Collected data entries
○ ○ ○

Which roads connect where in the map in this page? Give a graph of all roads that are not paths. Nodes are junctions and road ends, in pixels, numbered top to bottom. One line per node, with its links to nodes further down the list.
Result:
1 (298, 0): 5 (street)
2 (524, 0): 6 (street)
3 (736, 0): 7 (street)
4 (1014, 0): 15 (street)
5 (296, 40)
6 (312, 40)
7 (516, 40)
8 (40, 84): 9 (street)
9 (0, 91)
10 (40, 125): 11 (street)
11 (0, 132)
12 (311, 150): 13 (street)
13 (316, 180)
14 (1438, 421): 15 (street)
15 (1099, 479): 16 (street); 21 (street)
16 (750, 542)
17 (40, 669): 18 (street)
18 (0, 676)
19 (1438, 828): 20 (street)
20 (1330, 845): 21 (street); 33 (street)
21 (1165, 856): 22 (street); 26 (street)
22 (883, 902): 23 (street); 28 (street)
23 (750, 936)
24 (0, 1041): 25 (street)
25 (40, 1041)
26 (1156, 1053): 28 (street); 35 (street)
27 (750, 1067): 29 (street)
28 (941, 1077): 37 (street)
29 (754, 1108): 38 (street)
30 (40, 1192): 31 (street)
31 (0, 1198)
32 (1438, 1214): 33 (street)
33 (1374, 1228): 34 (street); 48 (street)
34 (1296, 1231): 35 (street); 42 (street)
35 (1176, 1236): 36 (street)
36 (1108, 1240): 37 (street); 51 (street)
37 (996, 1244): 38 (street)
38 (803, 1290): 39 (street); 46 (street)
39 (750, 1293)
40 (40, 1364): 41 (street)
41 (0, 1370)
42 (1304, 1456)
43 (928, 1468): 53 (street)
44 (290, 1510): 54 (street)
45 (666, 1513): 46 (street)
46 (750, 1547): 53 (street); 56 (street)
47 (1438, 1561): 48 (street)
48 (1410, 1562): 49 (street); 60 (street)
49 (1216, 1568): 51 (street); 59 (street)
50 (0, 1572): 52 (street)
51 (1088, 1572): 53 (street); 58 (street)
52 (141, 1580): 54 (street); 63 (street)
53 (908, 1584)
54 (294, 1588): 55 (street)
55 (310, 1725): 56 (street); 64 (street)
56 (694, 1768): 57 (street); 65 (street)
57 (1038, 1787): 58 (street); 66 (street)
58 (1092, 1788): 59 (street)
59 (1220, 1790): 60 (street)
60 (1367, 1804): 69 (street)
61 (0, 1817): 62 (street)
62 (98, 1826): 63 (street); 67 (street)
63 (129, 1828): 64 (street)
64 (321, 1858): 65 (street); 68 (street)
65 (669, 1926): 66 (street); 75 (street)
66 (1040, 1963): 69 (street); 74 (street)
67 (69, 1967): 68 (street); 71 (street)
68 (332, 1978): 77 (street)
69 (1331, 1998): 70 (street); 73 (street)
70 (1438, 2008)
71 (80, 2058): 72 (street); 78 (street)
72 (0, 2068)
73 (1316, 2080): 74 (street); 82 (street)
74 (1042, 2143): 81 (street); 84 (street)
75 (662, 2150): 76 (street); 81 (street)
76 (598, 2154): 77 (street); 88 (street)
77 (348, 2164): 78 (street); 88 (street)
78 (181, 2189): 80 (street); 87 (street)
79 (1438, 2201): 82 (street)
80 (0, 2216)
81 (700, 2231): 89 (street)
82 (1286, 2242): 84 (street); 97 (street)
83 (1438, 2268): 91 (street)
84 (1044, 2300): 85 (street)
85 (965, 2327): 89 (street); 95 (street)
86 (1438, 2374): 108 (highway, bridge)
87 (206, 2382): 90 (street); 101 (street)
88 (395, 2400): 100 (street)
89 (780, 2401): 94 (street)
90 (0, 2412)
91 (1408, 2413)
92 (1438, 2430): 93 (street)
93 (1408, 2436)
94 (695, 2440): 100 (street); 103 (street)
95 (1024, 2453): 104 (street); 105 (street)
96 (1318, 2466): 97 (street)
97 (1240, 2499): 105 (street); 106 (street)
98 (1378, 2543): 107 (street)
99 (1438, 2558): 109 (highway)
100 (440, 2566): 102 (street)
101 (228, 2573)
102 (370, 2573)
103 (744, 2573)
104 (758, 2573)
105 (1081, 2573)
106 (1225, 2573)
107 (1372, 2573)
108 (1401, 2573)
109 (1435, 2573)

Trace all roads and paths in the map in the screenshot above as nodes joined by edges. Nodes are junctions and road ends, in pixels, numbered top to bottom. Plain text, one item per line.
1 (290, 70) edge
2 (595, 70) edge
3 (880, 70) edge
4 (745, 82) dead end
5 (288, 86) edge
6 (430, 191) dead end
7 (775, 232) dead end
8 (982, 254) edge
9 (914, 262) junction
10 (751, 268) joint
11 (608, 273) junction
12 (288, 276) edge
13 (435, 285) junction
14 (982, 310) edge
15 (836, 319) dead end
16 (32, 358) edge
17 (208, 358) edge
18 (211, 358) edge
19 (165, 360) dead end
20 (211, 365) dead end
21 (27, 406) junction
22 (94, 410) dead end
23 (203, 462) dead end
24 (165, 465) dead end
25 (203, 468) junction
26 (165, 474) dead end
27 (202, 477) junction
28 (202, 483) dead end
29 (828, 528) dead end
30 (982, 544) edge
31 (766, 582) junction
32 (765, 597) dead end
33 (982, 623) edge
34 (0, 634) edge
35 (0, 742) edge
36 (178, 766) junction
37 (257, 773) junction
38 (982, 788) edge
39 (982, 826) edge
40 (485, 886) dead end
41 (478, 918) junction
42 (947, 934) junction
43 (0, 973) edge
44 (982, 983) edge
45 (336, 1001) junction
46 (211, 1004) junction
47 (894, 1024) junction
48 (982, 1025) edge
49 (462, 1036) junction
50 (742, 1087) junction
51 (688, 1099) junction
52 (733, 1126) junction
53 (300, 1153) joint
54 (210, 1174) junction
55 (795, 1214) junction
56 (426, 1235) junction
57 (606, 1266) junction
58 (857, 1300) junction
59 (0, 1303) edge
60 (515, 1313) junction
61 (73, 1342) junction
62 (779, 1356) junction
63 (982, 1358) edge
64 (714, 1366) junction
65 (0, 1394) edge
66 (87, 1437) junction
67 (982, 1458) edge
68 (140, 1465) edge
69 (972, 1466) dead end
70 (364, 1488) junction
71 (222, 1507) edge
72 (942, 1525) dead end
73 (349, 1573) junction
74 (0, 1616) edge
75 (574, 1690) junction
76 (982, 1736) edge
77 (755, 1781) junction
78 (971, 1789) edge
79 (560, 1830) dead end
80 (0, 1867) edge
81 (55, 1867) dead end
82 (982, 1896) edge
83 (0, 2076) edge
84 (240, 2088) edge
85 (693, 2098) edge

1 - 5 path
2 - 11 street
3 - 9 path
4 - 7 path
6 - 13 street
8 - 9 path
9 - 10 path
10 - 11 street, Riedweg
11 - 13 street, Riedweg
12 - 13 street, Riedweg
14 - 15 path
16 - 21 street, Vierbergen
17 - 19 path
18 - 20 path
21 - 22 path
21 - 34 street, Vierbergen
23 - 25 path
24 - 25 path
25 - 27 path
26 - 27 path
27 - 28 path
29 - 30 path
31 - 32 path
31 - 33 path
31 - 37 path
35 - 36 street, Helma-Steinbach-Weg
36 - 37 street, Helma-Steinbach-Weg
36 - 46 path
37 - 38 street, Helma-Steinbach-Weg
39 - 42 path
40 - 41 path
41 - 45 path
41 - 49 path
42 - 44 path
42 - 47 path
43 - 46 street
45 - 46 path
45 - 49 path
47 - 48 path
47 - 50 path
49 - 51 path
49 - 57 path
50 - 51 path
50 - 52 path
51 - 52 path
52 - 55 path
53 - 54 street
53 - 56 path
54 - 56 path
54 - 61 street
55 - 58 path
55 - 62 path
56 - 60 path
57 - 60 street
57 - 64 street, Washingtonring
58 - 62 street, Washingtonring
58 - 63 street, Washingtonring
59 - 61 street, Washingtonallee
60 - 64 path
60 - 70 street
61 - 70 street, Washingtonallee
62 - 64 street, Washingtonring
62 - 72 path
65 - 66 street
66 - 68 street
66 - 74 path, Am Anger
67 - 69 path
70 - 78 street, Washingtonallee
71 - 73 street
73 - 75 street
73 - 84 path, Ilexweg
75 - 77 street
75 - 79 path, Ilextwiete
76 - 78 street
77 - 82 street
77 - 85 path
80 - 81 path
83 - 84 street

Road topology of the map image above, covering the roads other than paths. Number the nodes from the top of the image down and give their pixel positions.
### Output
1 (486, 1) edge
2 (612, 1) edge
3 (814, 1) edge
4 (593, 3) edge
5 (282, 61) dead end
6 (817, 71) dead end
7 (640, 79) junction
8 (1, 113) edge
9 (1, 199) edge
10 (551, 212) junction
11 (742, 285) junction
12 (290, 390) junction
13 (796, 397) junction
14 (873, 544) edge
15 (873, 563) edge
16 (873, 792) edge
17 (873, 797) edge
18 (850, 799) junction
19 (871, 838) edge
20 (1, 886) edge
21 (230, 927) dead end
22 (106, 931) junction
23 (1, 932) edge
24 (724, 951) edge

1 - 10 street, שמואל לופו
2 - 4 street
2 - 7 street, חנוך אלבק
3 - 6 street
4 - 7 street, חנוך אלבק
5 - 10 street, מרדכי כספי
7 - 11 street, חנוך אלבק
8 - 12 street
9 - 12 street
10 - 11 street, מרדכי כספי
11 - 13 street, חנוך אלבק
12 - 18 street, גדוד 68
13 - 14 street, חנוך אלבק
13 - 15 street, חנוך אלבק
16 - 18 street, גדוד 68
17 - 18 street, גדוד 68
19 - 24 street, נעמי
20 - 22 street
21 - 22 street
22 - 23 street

○ ○ ○

- [TASK PROMPT] Sift the data above for lines with "Helma", then copy each one.

- [RESULT OF THE EXERCISE]
35 - 36 street, Helma-Steinbach-Weg
36 - 37 street, Helma-Steinbach-Weg
37 - 38 street, Helma-Steinbach-Weg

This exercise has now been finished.